* **TASK PROMPT**: For every line of the records below that holds "graph", add one. Give only the final total.

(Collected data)
════════════════════
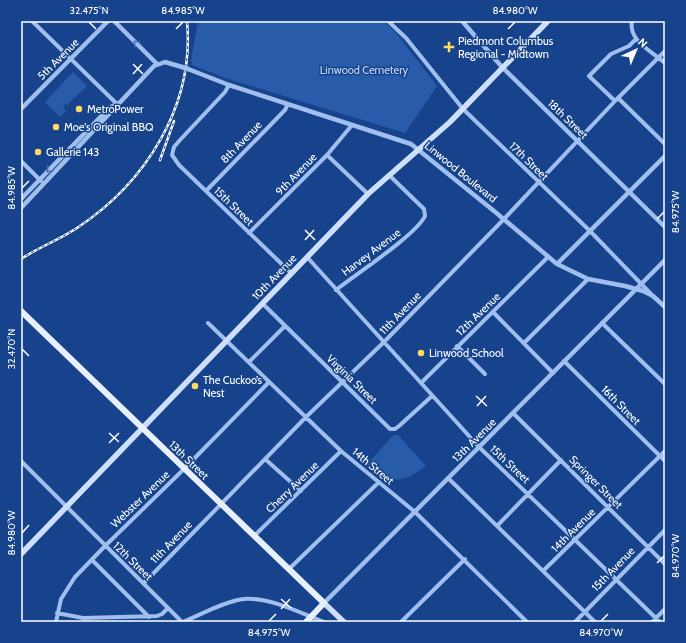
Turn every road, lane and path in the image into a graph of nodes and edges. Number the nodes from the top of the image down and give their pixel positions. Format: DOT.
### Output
graph roads {
  1 [pos="32,21"];
  2 [pos="108,21"];
  3 [pos="114,21"];
  4 [pos="388,21"];
  5 [pos="462,21"];
  6 [pos="548,21"];
  7 [pos="632,21"];
  8 [pos="636,39"];
  9 [pos="665,51"];
  10 [pos="659,58"];
  11 [pos="71,59"];
  12 [pos="665,63"];
  13 [pos="157,64"];
  14 [pos="502,67"];
  15 [pos="229,85"];
  16 [pos="616,100"];
  17 [pos="117,104"];
  18 [pos="288,104"];
  19 [pos="21,109"];
  20 [pos="463,109"];
  21 [pos="352,125"];
  22 [pos="577,141"];
  23 [pos="665,144"];
  24 [pos="419,149"];
  25 [pos="327,154"];
  26 [pos="665,156"];
  27 [pos="21,161"];
  28 [pos="389,175"];
  29 [pos="40,180"];
  30 [pos="538,182"];
  31 [pos="44,184"];
  32 [pos="206,191"];
  33 [pos="630,192"];
  34 [pos="368,194"];
  35 [pos="21,198"];
  36 [pos="21,208"];
  37 [pos="504,219"];
  38 [pos="665,227"];
  39 [pos="590,231"];
  40 [pos="249,233"];
  41 [pos="307,257"];
  42 [pos="548,257"];
  43 [pos="665,260"];
  44 [pos="557,264"];
  45 [pos="291,274"];
  46 [pos="588,279"];
  47 [pos="641,284"];
  48 [pos="636,289"];
  49 [pos="336,290"];
  50 [pos="653,296"];
  51 [pos="262,303"];
  52 [pos="665,307"];
  53 [pos="21,311"];
  54 [pos="493,312"];
  55 [pos="208,323"];
  56 [pos="602,323"];
  57 [pos="285,326"];
  58 [pos="226,340"];
  59 [pos="384,342"];
  60 [pos="524,343"];
  61 [pos="457,346"];
  62 [pos="564,361"];
  63 [pos="249,362"];
  64 [pos="553,373"];
  65 [pos="485,374"];
  66 [pos="269,382"];
  67 [pos="343,382"];
  68 [pos="421,383"];
  69 [pos="665,384"];
  70 [pos="432,396"];
  71 [pos="513,413"];
  72 [pos="306,417"];
  73 [pos="141,429"];
  74 [pos="479,447"];
  75 [pos="341,451"];
  76 [pos="665,451"];
  77 [pos="660,456"];
  78 [pos="265,459"];
  79 [pos="561,460"];
  80 [pos="21,461"];
  81 [pos="665,461"];
  82 [pos="184,469"];
  83 [pos="448,478"];
  84 [pos="379,482"];
  85 [pos="301,491"];
  86 [pos="528,493"];
  87 [pos="221,504"];
  88 [pos="67,506"];
  89 [pos="608,507"];
  90 [pos="415,512"];
  91 [pos="497,526"];
  92 [pos="665,530"];
  93 [pos="254,536"];
  94 [pos="576,540"];
  95 [pos="105,546"];
  96 [pos="648,547"];
  97 [pos="21,554"];
  98 [pos="465,559"];
  99 [pos="92,560"];
  100 [pos="665,564"];
  101 [pos="289,569"];
  102 [pos="543,571"];
  103 [pos="616,579"];
  104 [pos="144,583"];
  105 [pos="324,603"];
  106 [pos="168,608"];
  107 [pos="665,609"];
  108 [pos="585,612"];
  109 [pos="57,614"];
  110 [pos="149,617"];
  111 [pos="312,617"];
  112 [pos="656,618"];
  113 [pos="56,622"];
  114 [pos="182,622"];
  115 [pos="306,622"];
  116 [pos="324,622"];
  117 [pos="344,622"];
  118 [pos="401,622"];
  119 [pos="526,622"];
  120 [pos="575,622"];
  121 [pos="595,622"];
  122 [pos="652,622"];
  123 [pos="660,622"];
  1 -- 11 [label="street"];
  2 -- 11 [label="street, 5th Avenue"];
  13 -- 3 [label="street, one-way"];
  4 -- 20 [label="street, 17th Street"];
  5 -- 14 [label="street, 18th Street"];
  6 -- 14 [label="main road, 10th Avenue"];
  7 -- 8 [label="street"];
  8 -- 10 [label="street"];
  8 -- 16 [label="street"];
  9 -- 10 [label="street, 11th Avenue"];
  10 -- 12 [label="street"];
  10 -- 16 [label="street, 11th Avenue"];
  11 -- 17 [label="street"];
  11 -- 19 [label="street, 5th Avenue"];
  13 -- 15 [label="street, Linwood Boulevard, bridge"];
  13 -- 17 [label="street"];
  14 -- 20 [label="main road, 10th Avenue"];
  14 -- 22 [label="street, 18th Street"];
  15 -- 18 [label="street, Linwood Boulevard"];
  15 -- 32 [label="street, 15th Street"];
  16 -- 22 [label="street, 11th Avenue"];
  16 -- 23 [label="street"];
  17 -- 29 [label="street, one-way"];
  17 -- 31 [label="street"];
  18 -- 21 [label="street, Linwood Boulevard"];
  18 -- 32 [label="street, 8th Avenue"];
  20 -- 24 [label="main road, 10th Avenue"];
  20 -- 30 [label="street, 17th Street"];
  21 -- 24 [label="street, Linwood Boulevard"];
  21 -- 25 [label="street, 9th Avenue"];
  22 -- 30 [label="street, 11th Avenue"];
  22 -- 33 [label="street, 18th Street"];
  24 -- 28 [label="main road, 10th Avenue"];
  24 -- 37 [label="street, Linwood Boulevard"];
  25 -- 34 [label="street"];
  25 -- 40 [label="street, 9th Avenue"];
  26 -- 33 [label="street"];
  27 -- 29 [label="street"];
  28 -- 34 [label="main road, 10th Avenue"];
  28 -- 49 [label="street, Harvey Avenue"];
  29 -- 31 [label="street"];
  29 -- 35 [label="street"];
  30 -- 37 [label="street, 11th Avenue"];
  30 -- 39 [label="street, 17th Street"];
  31 -- 36 [label="street"];
  32 -- 40 [label="street, 15th Street"];
  33 -- 38 [label="street, 18th Street"];
  33 -- 39 [label="street"];
  34 -- 41 [label="main road, 10th Avenue"];
  37 -- 42 [label="street, Linwood Boulevard"];
  37 -- 59 [label="street, 11th Avenue"];
  39 -- 44 [label="street"];
  39 -- 47 [label="street, 17th Street"];
  40 -- 45 [label="street, 15th Street"];
  41 -- 45 [label="main road, 10th Avenue"];
  41 -- 49 [label="street, 15th Street"];
  42 -- 44 [label="street, Linwood Boulevard"];
  42 -- 54 [label="street, 12th Avenue"];
  43 -- 47 [label="street, 13th Avenue"];
  44 -- 46 [label="street, Linwood Boulevard"];
  45 -- 51 [label="main road, 10th Avenue"];
  46 -- 48 [label="street, Linwood Boulevard"];
  46 -- 60 [label="street"];
  47 -- 48 [label="street, 13th Avenue"];
  47 -- 50 [label="street, 17th Street"];
  48 -- 50 [label="street"];
  48 -- 56 [label="street, 13th Avenue"];
  49 -- 59 [label="street, 15th Street"];
  50 -- 52 [label="street, 17th Street"];
  51 -- 57 [label="street, Virginia Street"];
  51 -- 58 [label="main road, 10th Avenue"];
  53 -- 73 [label="main road, 13th Street"];
  54 -- 60 [label="street"];
  54 -- 61 [label="street, 12th Avenue"];
  55 -- 58 [label="street, 14th Street"];
  56 -- 62 [label="street, 13th Avenue"];
  56 -- 69 [label="street"];
  57 -- 63 [label="street"];
  57 -- 67 [label="street, Virginia Street"];
  58 -- 63 [label="street, 14th Street"];
  58 -- 73 [label="main road, 10th Avenue"];
  59 -- 67 [label="street, 11th Avenue"];
  59 -- 68 [label="street, 15th Street"];
  60 -- 64 [label="street"];
  61 -- 65 [label="street"];
  61 -- 68 [label="street, 12th Avenue"];
  62 -- 64 [label="street, 13th Avenue"];
  62 -- 77 [label="street, 16th Street"];
  63 -- 66 [label="street, 14th Street"];
  64 -- 71 [label="street, 13th Avenue"];
  66 -- 72 [label="street, 14th Street"];
  66 -- 82 [label="street, Webster Avenue"];
  67 -- 70 [label="street, Virginia Street"];
  67 -- 72 [label="street, 11th Avenue"];
  68 -- 70 [label="street, 15th Street"];
  70 -- 74 [label="street, 15th Street"];
  71 -- 74 [label="street, 13th Avenue"];
  71 -- 79 [label="street, Springer Street"];
  72 -- 75 [label="street, 14th Street"];
  72 -- 78 [label="street, 11th Avenue"];
  73 -- 82 [label="main road, 13th Street"];
  73 -- 88 [label="main road, 10th Avenue"];
  74 -- 83 [label="street, 13th Avenue"];
  74 -- 86 [label="street, 15th Street"];
  75 -- 84 [label="street, 14th Street"];
  75 -- 85 [label="street, Cherry Avenue"];
  76 -- 77 [label="street, 14th Avenue"];
  77 -- 81 [label="street, 16th Street"];
  77 -- 89 [label="street, 14th Avenue"];
  78 -- 85 [label="street"];
  78 -- 87 [label="street, 11th Avenue"];
  79 -- 86 [label="street"];
  79 -- 89 [label="street, Springer Street"];
  80 -- 88 [label="street, 12th Street"];
  82 -- 87 [label="main road, 13th Street"];
  82 -- 95 [label="street, Webster Avenue"];
  83 -- 90 [label="street, 13th Avenue"];
  83 -- 91 [label="street"];
  84 -- 90 [label="street, 14th Street"];
  84 -- 101 [label="street"];
  85 -- 93 [label="street, Cherry Avenue"];
  86 -- 91 [label="street"];
  86 -- 94 [label="street, 15th Street"];
  87 -- 93 [label="main road, 13th Street"];
  87 -- 104 [label="street, 11th Avenue"];
  88 -- 95 [label="street, 12th Street"];
  88 -- 97 [label="main road, 10th Avenue"];
  89 -- 94 [label="street, 14th Avenue"];
  89 -- 96 [label="street, Springer Street"];
  90 -- 98 [label="street, 14th Street"];
  90 -- 105 [label="street, 13th Avenue"];
  91 -- 102 [label="street"];
  92 -- 96 [label="street, 15th Avenue"];
  93 -- 101 [label="main road, 13th Street"];
  94 -- 102 [label="street, 14th Avenue"];
  94 -- 103 [label="street, 15th Street"];
  95 -- 99 [label="street, Webster Avenue"];
  95 -- 104 [label="street, 12th Street"];
  96 -- 100 [label="street, Springer Street"];
  96 -- 103 [label="street, 15th Avenue"];
  98 -- 118 [label="street"];
  98 -- 119 [label="street, 14th Street"];
  99 -- 109 [label="street, Webster Avenue"];
  99 -- 110 [label="street"];
  101 -- 105 [label="main road, 13th Street"];
  102 -- 108 [label="street"];
  103 -- 108 [label="street, 15th Avenue"];
  103 -- 112 [label="street, 15th Street"];
  104 -- 106 [label="street, 12th Street"];
  105 -- 111 [label="main road"];
  105 -- 117 [label="main road, 13th Street"];
  106 -- 110 [label="street"];
  106 -- 114 [label="street, 12th Street"];
  107 -- 112 [label="street"];
  108 -- 120 [label="street, 15th Avenue"];
  108 -- 121 [label="street"];
  109 -- 110 [label="street"];
  109 -- 113 [label="street, Webster Avenue"];
  111 -- 114 [label="street"];
  111 -- 115 [label="main road"];
  111 -- 116 [label="street"];
  112 -- 122 [label="street"];
  112 -- 123 [label="street, 15th Street"];
}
════════════════════
* **SOLUTION**: 2